== Segment start ==

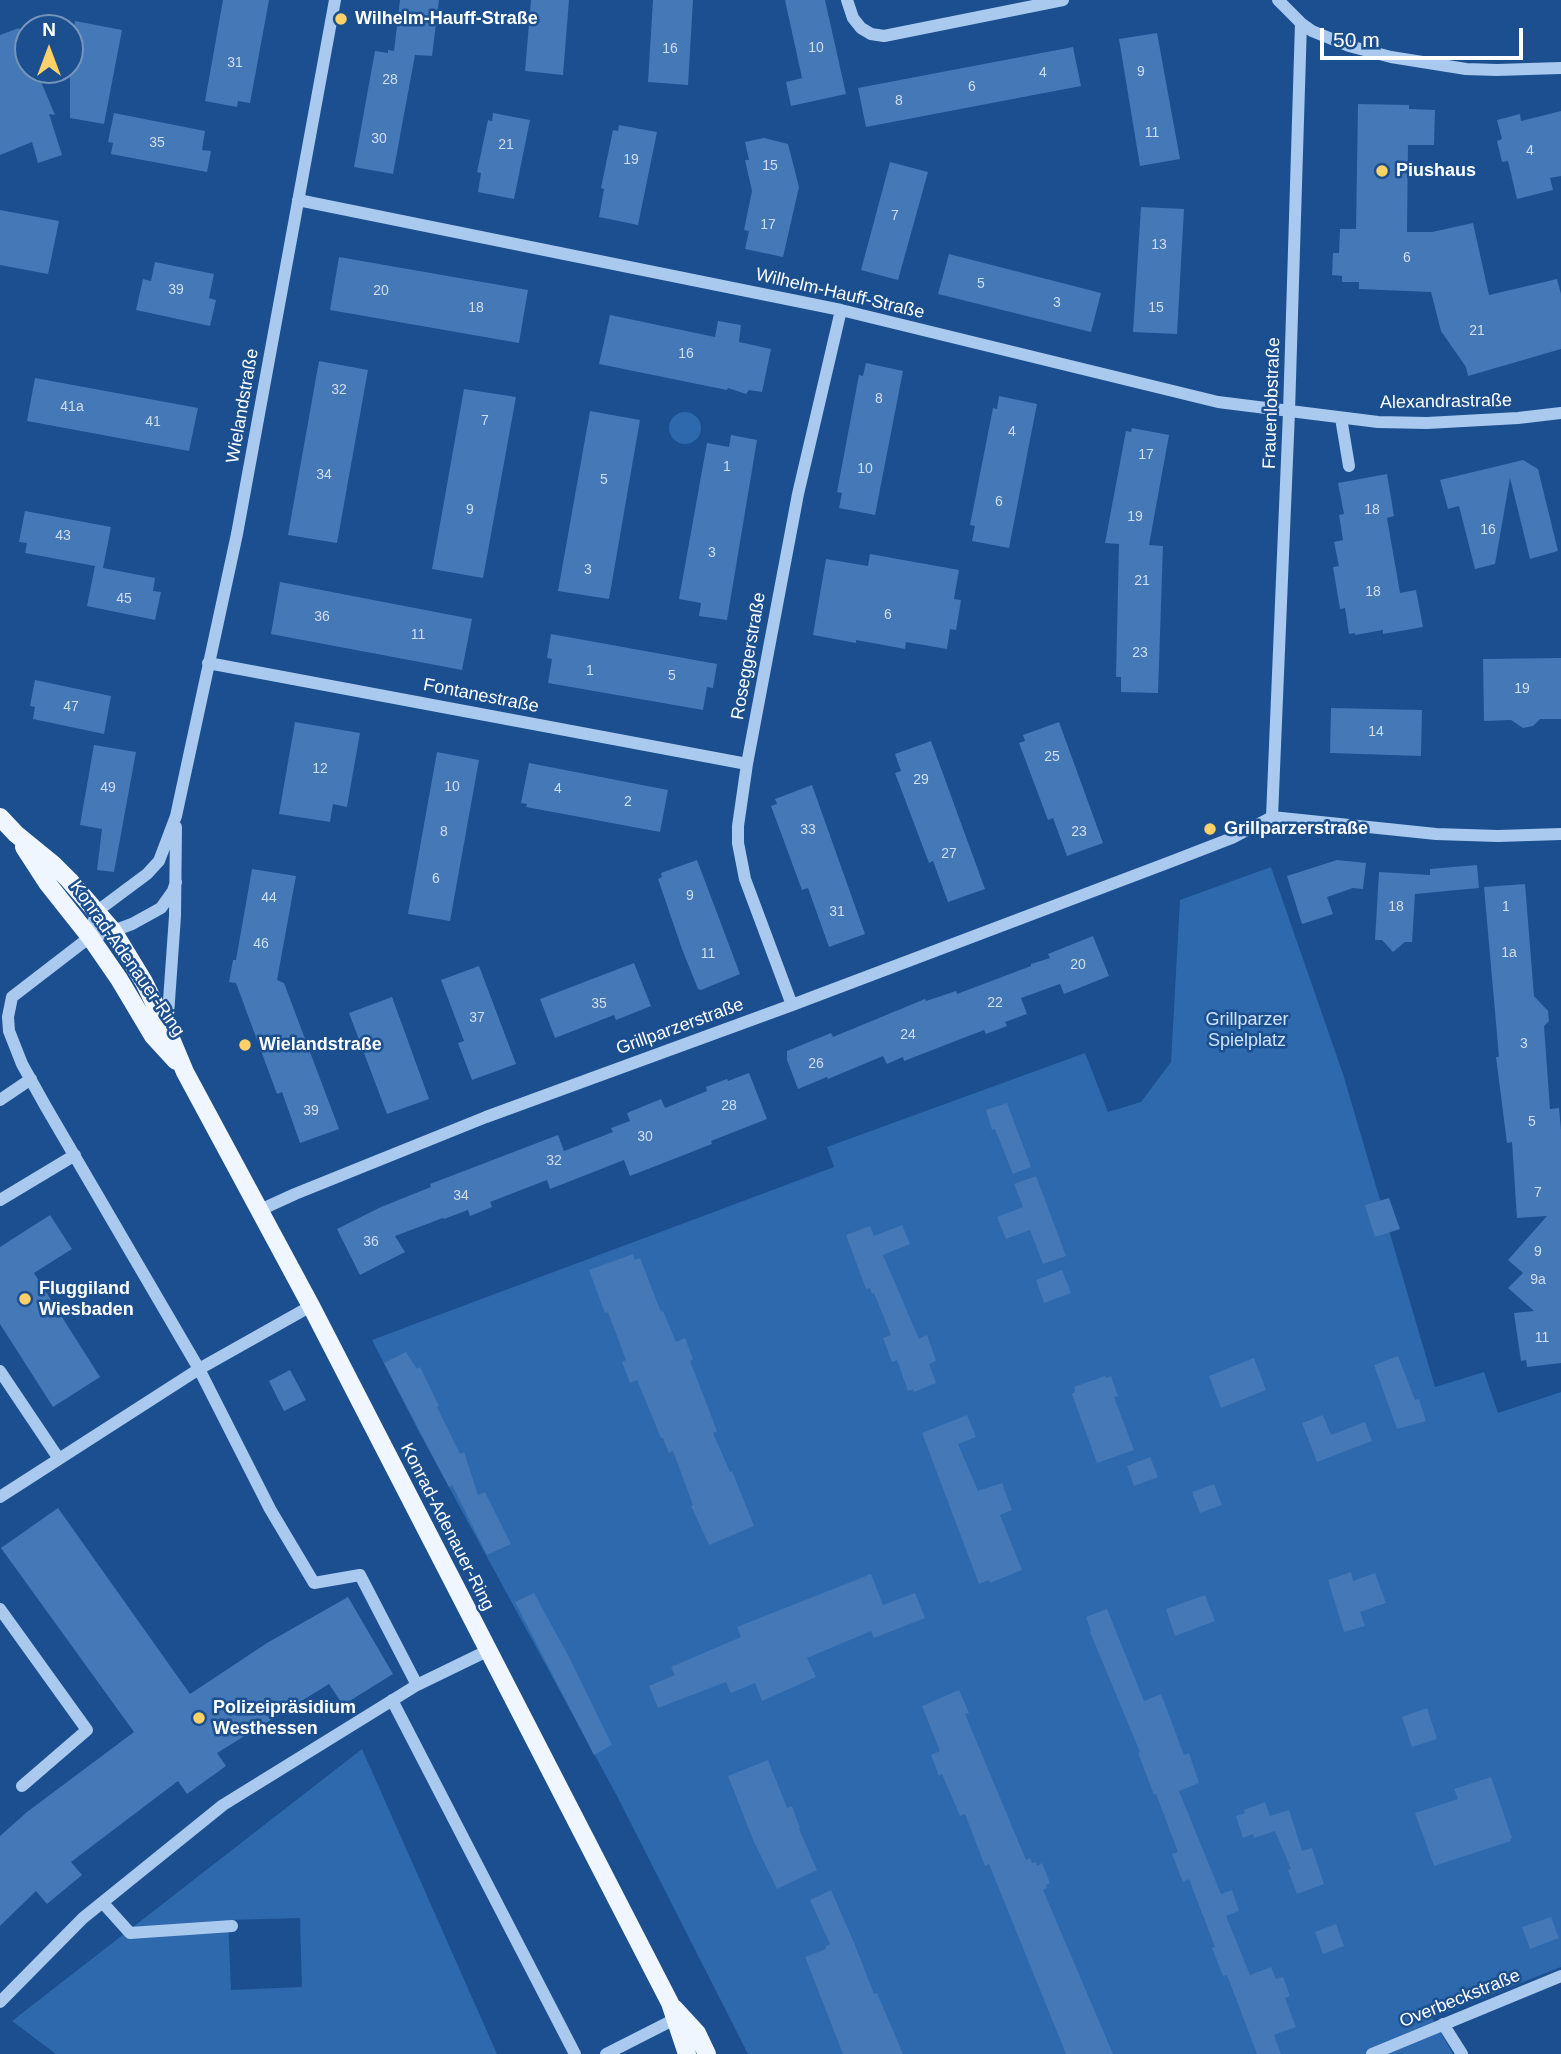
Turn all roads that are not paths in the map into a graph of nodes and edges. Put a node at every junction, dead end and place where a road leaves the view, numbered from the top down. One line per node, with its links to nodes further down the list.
1 (335, 0): 7 (street, Wielandstraße)
2 (847, 0): 3 (street)
3 (1063, 0)
4 (1278, 0): 5 (street)
5 (1301, 23): 6 (street); 9 (street, Frauenlobstraße)
6 (1561, 68)
7 (298, 200): 8 (street, Wilhelm-Hauff-Straße); 13 (street, Wielandstraße)
8 (841, 310): 9 (street, Wilhelm-Hauff-Straße); 14 (street, Roseggerstraße)
9 (1289, 412): 11 (street, Alexandrastraße); 17 (street, Frauenlobstraße)
10 (1561, 413): 11 (street, Alexandrastraße)
11 (1341, 418): 12 (street)
12 (1349, 466)
13 (208, 663): 14 (street, Fontanestraße); 15 (street, Wielandstraße)
14 (747, 764): 25 (street, Roseggerstraße)
15 (176, 816): 20 (street, Wielandstraße); 21 (street, Wielandstraße)
16 (0, 817): 18 (main road, Konrad-Adenauer-Ring)
17 (1272, 817): 19 (street); 25 (street, Grillparzerstraße)
18 (16, 834): 21 (main road, Konrad-Adenauer-Ring); 23 (main road, Konrad-Adenauer-Ring)
19 (1561, 834)
20 (176, 882): 22 (street); 26 (street, Wielandstraße)
21 (96, 912): 22 (main road, Konrad-Adenauer-Ring); 23 (street)
22 (113, 931): 23 (street); 26 (main road, Konrad-Adenauer-Ring)
23 (90, 937): 24 (street); 27 (main road, Konrad-Adenauer-Ring)
24 (6, 996): 28 (street)
25 (792, 1005): 32 (street, Grillparzerstraße)
26 (167, 1029): 27 (main road, Konrad-Adenauer-Ring)
27 (185, 1072): 32 (main road, Konrad-Adenauer-Ring)
28 (31, 1079): 29 (street); 30 (street)
29 (0, 1100)
30 (75, 1155): 31 (street); 34 (street)
31 (0, 1200)
32 (260, 1210): 33 (main road, Konrad-Adenauer-Ring)
33 (311, 1306): 34 (street); 39 (main road, Konrad-Adenauer-Ring)
34 (199, 1369): 36 (street); 40 (street)
35 (0, 1371): 36 (street)
36 (59, 1459): 37 (street)
37 (0, 1497)
38 (0, 1609): 42 (street)
39 (487, 1651): 40 (street); 47 (main road, Konrad-Adenauer-Ring)
40 (416, 1685): 41 (street)
41 (391, 1700): 43 (street); 49 (street)
42 (22, 1786)
43 (103, 1903): 44 (street); 46 (street)
44 (232, 1926)
45 (1561, 1976): 48 (street, Overbeckstraße)
46 (0, 2002)
47 (672, 2011): 50 (street); 51 (main road, Konrad-Adenauer-Ring); 52 (main road, Konrad-Adenauer-Ring)
48 (1443, 2024): 53 (street, Overbeckstraße); 54 (street)
49 (575, 2054)
50 (606, 2054)
51 (687, 2054)
52 (707, 2054)
53 (1371, 2054)
54 (1462, 2054)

== Segment end ==

In the records above, how many lines include "Wilhelm"? Answer with the number alone.

2